The Beginner’s Guide to Meditation
Learning to meditate may seem daunting to those who have never tried it. The reality however, is that we have probably all meditated at one time or another without even realizing it. In its simplest form, meditation is naturally concentrating on one thing at a time. The idea is to stop the running dialog within our minds. If we can bring our full attention to one particular element for a short period of time, we start to have control of our thoughts, and find peace in the present moment.
Why People Meditate
There are many reasons people may choose to meditate. Some meditate to reduce stress, others find their creativity increases with regular meditation, while others still use meditation as a time to focus inwardly to reach a higher level understanding. Meditation is a common practice within many different cultures. All with generally the same final goal of reaching a higher state. This state is commonly known as enlightenment.
Whatever the reason may be that you decide to meditate, the general practice will be the same. To make your introduction to meditation as easy as possible, SpaDreams has put together three simple meditation types for you to try on your own.
Preparing for Meditation
Before preparing the place you would like to meditate, many people find partaking in a short yoga practice helpful. In fact, the entire goal of yoga is to prepare one for meditation. If you are not accustomed to yoga, a few rounds of sun-salutations are typically enough. If you regularly practice yoga, you can try adding meditation onto the end of your practice. Yoga prepares the body and mind for meditation by releasing physical energies before sitting still for a period of time.
Once you are physically ready, you will want to accustom a comfortable place where you can sit without any disturbances or need for re-adjustment. A firm pillow on the floor is typically enough for most people. For beginners, having a timer nearby will also help. More on this topic will be explained further more.
Choosing a Meditation
Just like most things in life, there is not a one-size-fits all way to meditate. The best way to start a regular meditation practice is to try a few different styles of meditation and see which option you find the most effective for yourself. To help you get started, we have picked out three different meditation types that can be performed easily by anyone.
Many people believe that it takes absolute silence in order to meditate. This in fact, is a great falsehood. The world around us is alive and with life comes a wide variety of sounds every day. We hear so much in fact, that we have learned to tune-out the vast majority of sounds we hear. If we didn’t we would probably go crazy. While all this tuning-out is a daily necessity, what would happen if we chose, just for a few minutes, to let it all in?

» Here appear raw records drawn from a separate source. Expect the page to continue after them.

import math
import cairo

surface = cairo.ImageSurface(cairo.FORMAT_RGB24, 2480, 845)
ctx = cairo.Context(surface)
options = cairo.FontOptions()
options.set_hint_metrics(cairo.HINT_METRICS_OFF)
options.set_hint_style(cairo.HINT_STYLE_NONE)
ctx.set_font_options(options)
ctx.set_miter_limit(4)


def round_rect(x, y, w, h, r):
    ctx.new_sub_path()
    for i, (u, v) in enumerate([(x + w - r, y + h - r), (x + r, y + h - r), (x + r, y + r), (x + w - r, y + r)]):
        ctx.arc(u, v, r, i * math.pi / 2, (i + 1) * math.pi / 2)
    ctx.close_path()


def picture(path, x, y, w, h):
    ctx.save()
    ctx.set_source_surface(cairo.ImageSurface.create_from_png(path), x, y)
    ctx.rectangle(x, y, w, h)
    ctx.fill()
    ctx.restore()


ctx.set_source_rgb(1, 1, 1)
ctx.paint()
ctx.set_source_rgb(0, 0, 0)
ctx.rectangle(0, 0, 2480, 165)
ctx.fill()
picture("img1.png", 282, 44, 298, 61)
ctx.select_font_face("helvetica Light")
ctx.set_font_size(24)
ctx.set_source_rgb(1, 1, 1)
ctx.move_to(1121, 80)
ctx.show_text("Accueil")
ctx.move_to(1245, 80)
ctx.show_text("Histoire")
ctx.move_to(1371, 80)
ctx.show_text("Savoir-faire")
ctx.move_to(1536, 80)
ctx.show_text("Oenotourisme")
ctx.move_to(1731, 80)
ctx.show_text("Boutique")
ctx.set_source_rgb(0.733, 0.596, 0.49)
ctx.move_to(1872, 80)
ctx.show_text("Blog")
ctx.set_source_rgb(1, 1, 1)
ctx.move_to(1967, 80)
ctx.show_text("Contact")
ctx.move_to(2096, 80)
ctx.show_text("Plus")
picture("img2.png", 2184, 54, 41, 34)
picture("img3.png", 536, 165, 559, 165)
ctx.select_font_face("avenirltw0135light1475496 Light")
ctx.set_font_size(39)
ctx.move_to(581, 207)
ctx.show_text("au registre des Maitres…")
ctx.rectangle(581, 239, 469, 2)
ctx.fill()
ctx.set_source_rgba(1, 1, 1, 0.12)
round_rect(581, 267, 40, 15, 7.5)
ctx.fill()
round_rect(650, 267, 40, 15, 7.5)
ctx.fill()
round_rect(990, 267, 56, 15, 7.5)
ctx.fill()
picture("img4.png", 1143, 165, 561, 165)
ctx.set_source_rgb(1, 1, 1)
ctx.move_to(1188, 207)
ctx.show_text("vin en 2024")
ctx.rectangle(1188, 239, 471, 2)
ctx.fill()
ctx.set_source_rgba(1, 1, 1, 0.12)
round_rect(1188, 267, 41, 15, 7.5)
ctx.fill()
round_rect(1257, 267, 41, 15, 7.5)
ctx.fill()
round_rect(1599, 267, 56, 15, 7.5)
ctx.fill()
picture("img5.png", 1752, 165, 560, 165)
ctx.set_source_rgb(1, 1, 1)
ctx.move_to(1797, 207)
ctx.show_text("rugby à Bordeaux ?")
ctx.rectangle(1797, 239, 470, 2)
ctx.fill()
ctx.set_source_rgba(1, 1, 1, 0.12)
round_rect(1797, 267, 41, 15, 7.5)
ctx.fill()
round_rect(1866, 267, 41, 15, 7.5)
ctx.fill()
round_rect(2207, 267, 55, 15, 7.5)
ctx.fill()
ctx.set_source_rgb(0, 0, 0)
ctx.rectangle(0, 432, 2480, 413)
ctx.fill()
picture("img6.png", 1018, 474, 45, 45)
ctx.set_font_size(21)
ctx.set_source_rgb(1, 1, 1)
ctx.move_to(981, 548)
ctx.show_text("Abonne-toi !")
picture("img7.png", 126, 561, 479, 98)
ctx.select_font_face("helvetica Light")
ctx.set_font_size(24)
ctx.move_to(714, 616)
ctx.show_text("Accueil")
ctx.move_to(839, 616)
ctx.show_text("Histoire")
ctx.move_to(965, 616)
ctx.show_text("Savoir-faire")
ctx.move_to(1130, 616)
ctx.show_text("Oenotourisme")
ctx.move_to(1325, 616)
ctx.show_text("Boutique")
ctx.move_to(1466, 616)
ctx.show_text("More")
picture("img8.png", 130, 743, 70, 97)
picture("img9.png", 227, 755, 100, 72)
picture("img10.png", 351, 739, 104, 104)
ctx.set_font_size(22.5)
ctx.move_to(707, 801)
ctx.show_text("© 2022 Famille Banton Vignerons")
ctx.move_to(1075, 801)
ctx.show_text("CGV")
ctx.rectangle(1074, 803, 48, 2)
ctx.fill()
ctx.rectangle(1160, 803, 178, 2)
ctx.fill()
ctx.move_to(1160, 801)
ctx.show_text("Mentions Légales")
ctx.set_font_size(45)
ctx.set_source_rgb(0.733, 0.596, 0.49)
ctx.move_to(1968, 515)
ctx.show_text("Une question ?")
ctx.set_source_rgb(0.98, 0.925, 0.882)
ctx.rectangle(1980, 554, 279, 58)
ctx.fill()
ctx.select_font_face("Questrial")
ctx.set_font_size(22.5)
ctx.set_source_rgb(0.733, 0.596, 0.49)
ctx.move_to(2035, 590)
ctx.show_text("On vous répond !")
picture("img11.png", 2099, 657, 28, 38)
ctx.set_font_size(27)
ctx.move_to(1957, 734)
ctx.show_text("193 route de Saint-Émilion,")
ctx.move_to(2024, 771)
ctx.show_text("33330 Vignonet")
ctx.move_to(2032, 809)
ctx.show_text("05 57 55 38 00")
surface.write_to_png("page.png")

A listening mediation is a simple meditation that can be done anywhere. All you need to do is sit, close your eyes, and listen. What do you hear? Depending on your surroundings you may hear the hum of the refrigerator, neighbours chatting, a bird-chirping, or alarms ringing in the distance. In order to get the best results of this kind of meditation it is important to simply listen. Do not judge the noises, just let them pass. Doing so will bring your attention acutely to your surroundings and open your mind up to being still.
Mantra Meditation may be one of the most iconic forms of meditation we have today. If you picture a yogi-perched high on a hill chanting ‘Om’, you are actually picturing a mantra meditation.
Mantra meditation is involves the repeated chanting of a word or phrase. It can be as simple as chanting ‘om’ or it may be a longer text. There is no rule on what must be chanted. The only key is to choose one phrase and stick with it for the entire duration of your mediation. Repeating this one phrase and keeping focused on listening to the words you say, brings your focus completely to the present moment. There are only these words. There is only this moment.
While this kind is a less typical form of meditation, it can still do great things for body and mind. Similar to a listening meditation, an active meditation can also be done anytime, anywhere. Just as we unconsciously block out sounds every day, we also block out experiences. We act from muscle memory, often not even realizing how we have gotten somewhere because we had set ourselves on ‘auto-pilot.’ The goal of an active meditation is to break the habits of daily life and become fully conscious to each movement we make.
All that an active meditation involves is bringing your attention fully to whichever activity you are doing. If you are out walking the dog, bring your attention to every step you take. Notice your foot connect to the ground, notice the pull of the leash on your arm, notice the breeze blowing by. The more mundane the task, the more effectively we can wake ourselves up. When washing the dishes notice the sponge moving on the plate, the water rinsing away, the towel drying the dish. By bringing complete focus to the task at hand we once again, force ourselves to be present.
Learning to meditate can be easy and fun. Don’t put pressure on yourself to achieve any kind of result or act in a certain way. There is no right way to meditate.
Start slow. Even a short meditation is better than no meditation at all. Use that timer you have nearby and set it for 3, 5, or 7 minutes to start. Choose a duration of time that you believe you can focus without being distracted. A 3-minute attentive meditation is better than a 7-minute distracted one.
Distractions happen. Turning off the running dialog in our minds takes time and practice. If you find your shopping list starts creeping in, simply acknowledge that you have been distracted and come back to your chosen focus. Let go of the quest for perfection and you will find much more success.